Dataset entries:
-- Opening Marker --
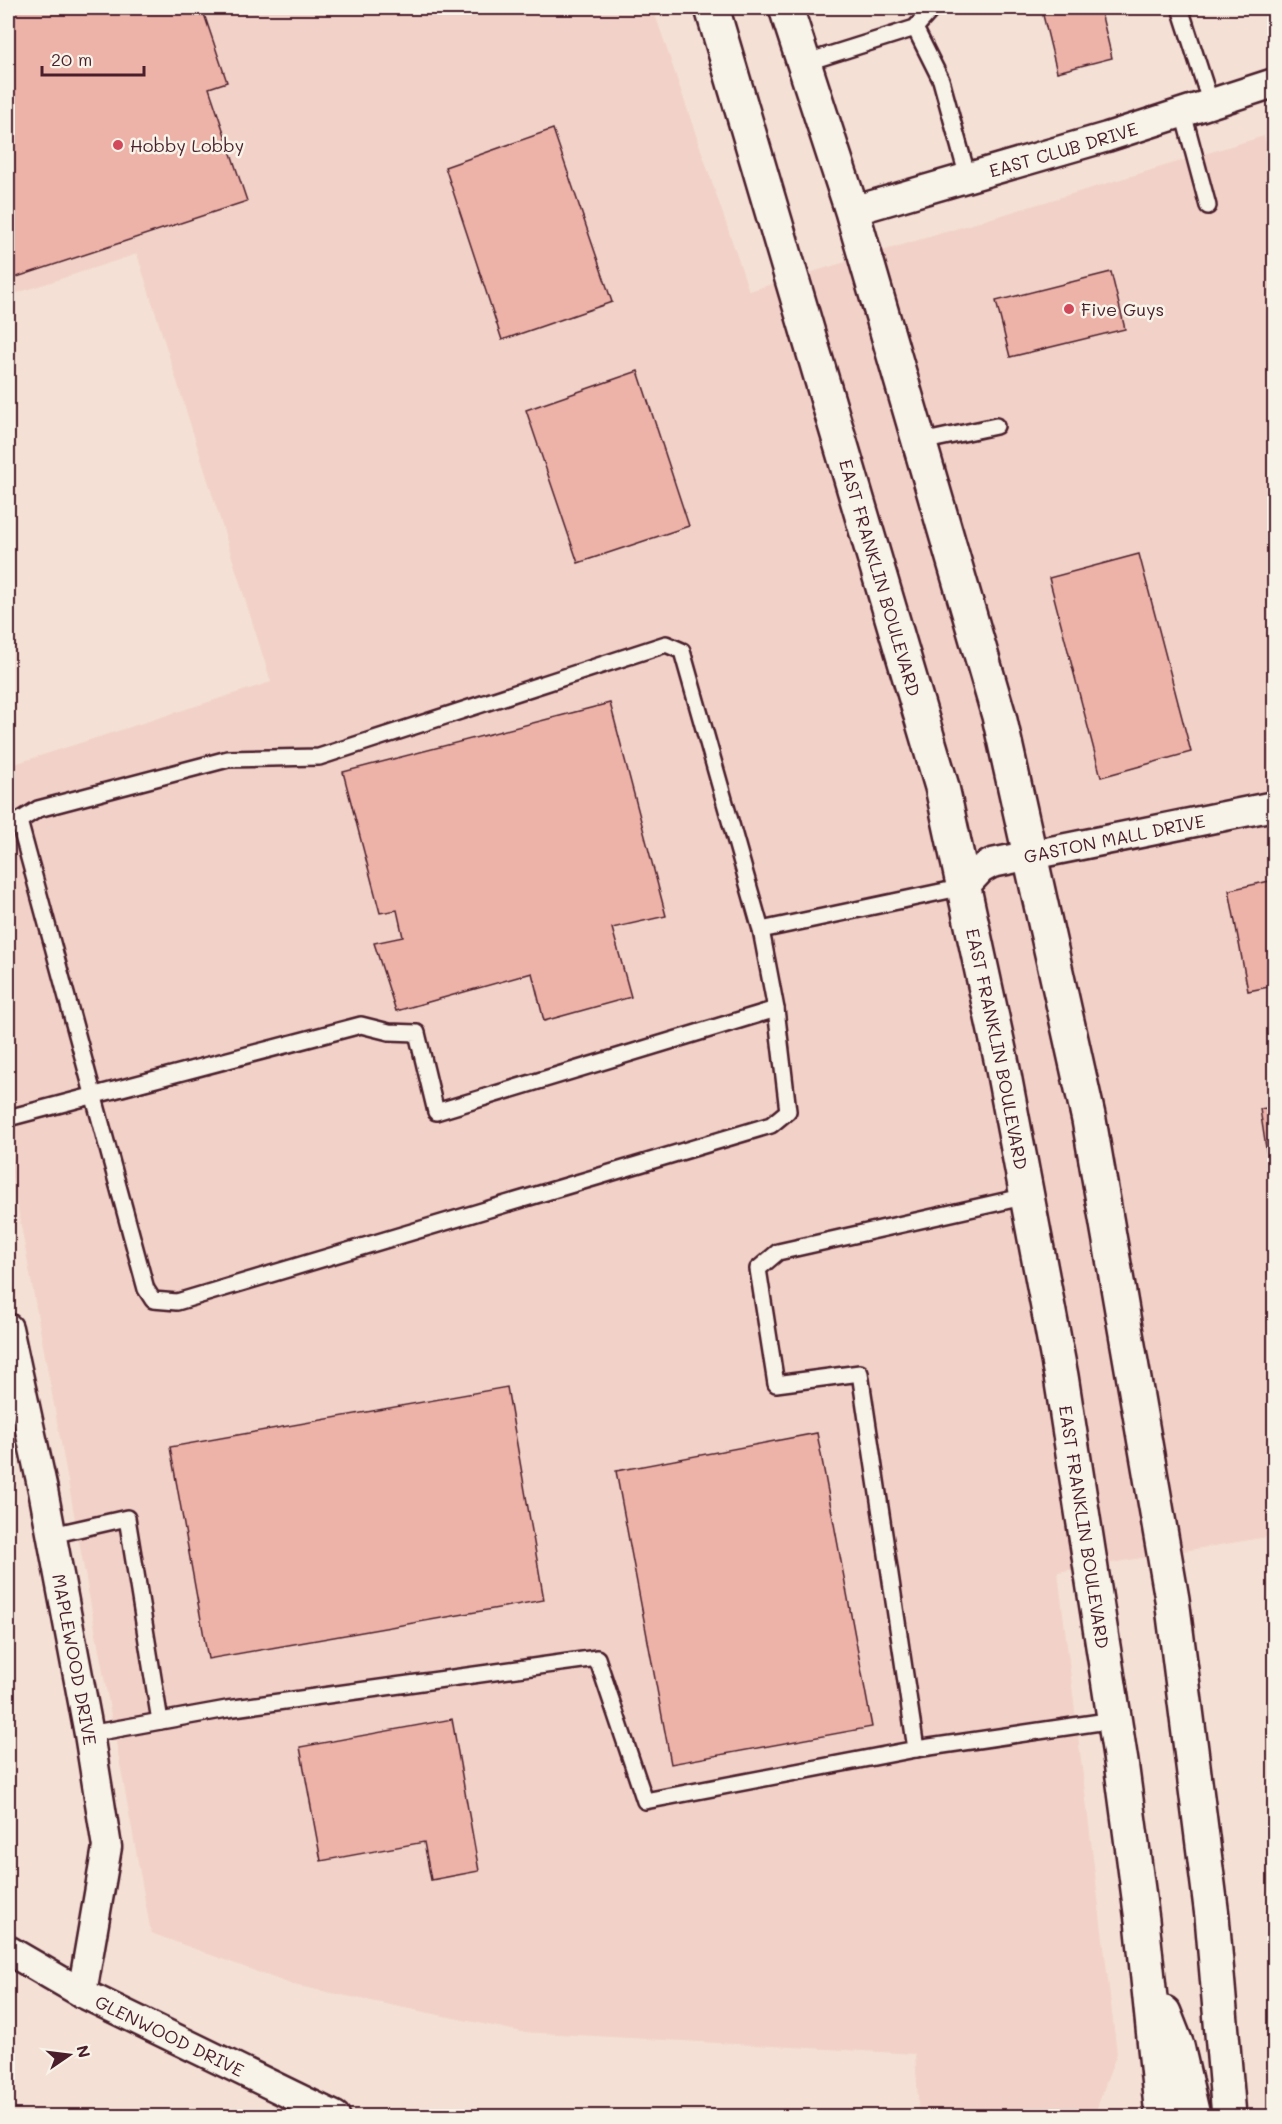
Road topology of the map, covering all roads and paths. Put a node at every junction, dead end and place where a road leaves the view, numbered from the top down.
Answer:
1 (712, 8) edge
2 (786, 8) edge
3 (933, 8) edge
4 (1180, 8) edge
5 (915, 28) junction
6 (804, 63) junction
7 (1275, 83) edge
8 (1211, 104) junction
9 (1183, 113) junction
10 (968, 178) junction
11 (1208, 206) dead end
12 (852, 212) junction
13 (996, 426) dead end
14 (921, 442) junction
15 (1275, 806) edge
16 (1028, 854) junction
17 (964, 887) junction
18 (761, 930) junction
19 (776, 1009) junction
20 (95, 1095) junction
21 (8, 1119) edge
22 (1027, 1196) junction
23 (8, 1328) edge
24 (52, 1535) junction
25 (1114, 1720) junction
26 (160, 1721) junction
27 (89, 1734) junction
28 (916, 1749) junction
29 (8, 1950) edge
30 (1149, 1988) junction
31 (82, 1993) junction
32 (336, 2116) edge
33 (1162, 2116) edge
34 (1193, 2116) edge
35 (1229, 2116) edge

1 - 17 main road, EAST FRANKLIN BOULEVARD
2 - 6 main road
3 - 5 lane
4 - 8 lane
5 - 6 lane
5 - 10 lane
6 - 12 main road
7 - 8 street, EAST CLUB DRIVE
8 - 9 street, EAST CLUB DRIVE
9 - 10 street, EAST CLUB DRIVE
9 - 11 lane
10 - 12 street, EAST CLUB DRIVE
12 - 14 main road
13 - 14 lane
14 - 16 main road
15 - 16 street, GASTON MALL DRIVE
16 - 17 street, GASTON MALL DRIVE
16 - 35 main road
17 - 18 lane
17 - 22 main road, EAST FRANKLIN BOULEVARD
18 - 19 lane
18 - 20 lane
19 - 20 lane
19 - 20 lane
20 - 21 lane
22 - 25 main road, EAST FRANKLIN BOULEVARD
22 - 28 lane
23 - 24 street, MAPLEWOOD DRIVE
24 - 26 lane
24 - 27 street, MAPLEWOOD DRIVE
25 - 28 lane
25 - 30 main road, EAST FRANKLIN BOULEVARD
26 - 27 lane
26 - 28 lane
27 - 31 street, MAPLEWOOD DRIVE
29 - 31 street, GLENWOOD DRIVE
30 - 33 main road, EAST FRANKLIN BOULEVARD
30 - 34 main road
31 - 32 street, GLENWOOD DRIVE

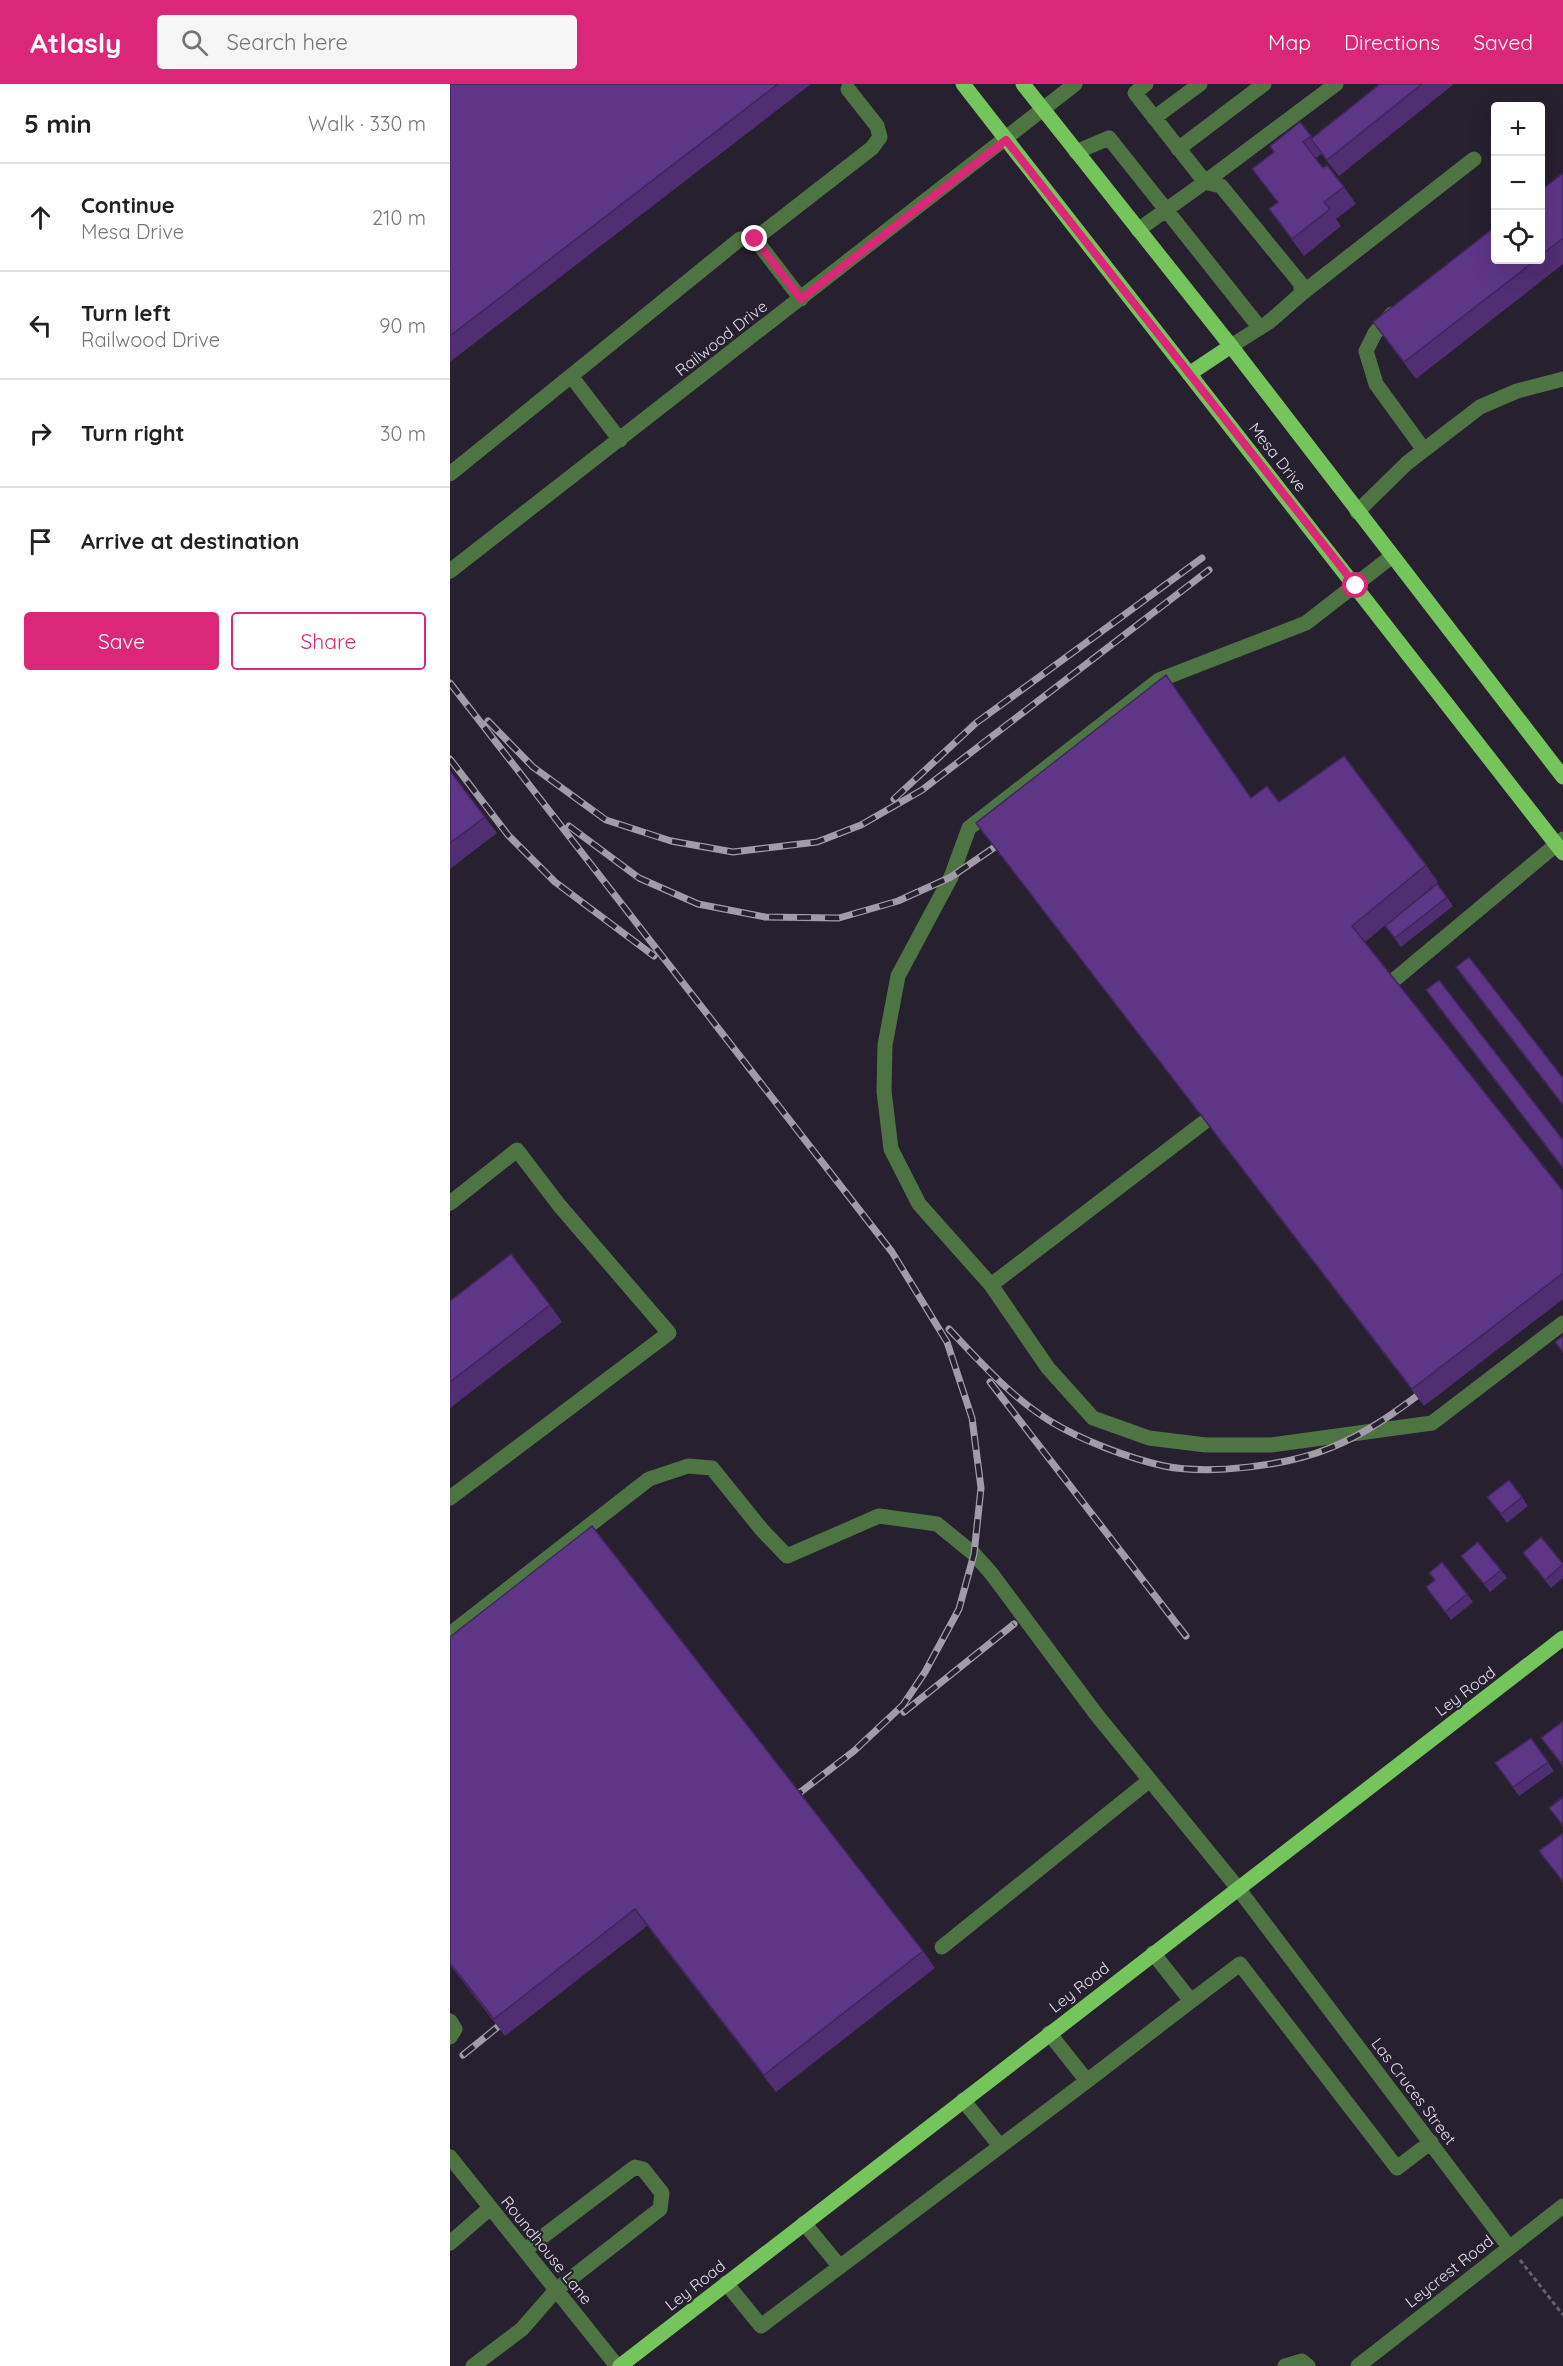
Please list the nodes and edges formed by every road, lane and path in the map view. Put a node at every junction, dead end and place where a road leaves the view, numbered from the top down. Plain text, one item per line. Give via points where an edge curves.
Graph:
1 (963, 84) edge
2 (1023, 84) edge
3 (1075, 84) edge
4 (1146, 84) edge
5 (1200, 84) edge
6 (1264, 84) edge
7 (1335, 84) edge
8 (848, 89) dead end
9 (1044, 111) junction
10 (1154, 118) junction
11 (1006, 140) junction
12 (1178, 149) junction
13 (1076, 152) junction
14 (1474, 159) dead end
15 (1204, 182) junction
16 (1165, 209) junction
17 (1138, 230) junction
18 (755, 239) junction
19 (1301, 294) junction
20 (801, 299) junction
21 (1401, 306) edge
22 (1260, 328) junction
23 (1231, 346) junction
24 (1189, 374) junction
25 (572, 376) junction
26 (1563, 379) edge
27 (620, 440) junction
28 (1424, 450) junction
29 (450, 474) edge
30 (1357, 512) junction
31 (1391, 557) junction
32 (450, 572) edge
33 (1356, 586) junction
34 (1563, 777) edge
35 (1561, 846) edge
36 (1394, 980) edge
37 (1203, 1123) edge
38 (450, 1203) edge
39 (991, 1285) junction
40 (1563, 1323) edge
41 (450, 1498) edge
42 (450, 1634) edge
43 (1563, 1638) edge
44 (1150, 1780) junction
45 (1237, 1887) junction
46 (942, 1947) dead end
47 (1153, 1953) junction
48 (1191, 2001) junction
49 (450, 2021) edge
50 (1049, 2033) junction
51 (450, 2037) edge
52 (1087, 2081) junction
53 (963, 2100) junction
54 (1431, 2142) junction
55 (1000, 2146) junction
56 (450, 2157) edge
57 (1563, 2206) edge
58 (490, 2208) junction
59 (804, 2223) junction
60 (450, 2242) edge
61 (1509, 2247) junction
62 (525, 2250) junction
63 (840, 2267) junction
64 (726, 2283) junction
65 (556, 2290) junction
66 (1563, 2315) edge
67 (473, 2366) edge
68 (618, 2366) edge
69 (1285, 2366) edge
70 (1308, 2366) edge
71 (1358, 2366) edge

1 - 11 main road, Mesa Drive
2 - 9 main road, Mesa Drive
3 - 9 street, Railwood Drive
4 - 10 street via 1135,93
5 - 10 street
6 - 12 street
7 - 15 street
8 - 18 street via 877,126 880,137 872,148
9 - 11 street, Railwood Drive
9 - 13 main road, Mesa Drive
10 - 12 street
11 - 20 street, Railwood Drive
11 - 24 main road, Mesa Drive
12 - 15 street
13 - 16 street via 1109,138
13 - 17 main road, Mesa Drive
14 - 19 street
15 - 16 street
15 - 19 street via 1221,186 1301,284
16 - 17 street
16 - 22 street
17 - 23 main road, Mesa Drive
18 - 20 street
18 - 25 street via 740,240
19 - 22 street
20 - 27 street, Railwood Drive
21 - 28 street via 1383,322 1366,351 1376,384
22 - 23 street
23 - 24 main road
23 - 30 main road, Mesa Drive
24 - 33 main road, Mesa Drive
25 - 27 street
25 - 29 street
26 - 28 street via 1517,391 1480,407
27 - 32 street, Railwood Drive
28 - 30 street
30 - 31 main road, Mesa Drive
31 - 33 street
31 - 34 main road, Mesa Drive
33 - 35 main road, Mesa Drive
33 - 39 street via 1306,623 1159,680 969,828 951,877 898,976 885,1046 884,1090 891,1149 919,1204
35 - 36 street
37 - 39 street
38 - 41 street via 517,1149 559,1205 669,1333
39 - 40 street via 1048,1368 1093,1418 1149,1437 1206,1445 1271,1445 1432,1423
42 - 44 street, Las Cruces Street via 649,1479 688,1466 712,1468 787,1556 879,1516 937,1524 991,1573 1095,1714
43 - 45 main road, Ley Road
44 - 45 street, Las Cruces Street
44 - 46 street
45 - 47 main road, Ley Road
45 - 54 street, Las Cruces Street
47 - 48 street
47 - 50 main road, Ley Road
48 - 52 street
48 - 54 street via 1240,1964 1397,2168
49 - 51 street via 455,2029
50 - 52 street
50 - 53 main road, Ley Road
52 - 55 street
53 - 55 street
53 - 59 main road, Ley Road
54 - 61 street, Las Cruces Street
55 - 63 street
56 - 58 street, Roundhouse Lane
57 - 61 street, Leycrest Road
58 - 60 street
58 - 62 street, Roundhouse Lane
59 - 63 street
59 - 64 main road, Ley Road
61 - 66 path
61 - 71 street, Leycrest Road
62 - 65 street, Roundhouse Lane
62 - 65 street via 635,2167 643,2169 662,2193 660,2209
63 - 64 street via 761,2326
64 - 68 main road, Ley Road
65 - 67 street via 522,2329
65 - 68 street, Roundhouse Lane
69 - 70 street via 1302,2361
-- Closing Marker --
Assignment: Which of the lines above include the string "MALL"? Pick them out and copy them.

Answer box:
15 - 16 street, GASTON MALL DRIVE
16 - 17 street, GASTON MALL DRIVE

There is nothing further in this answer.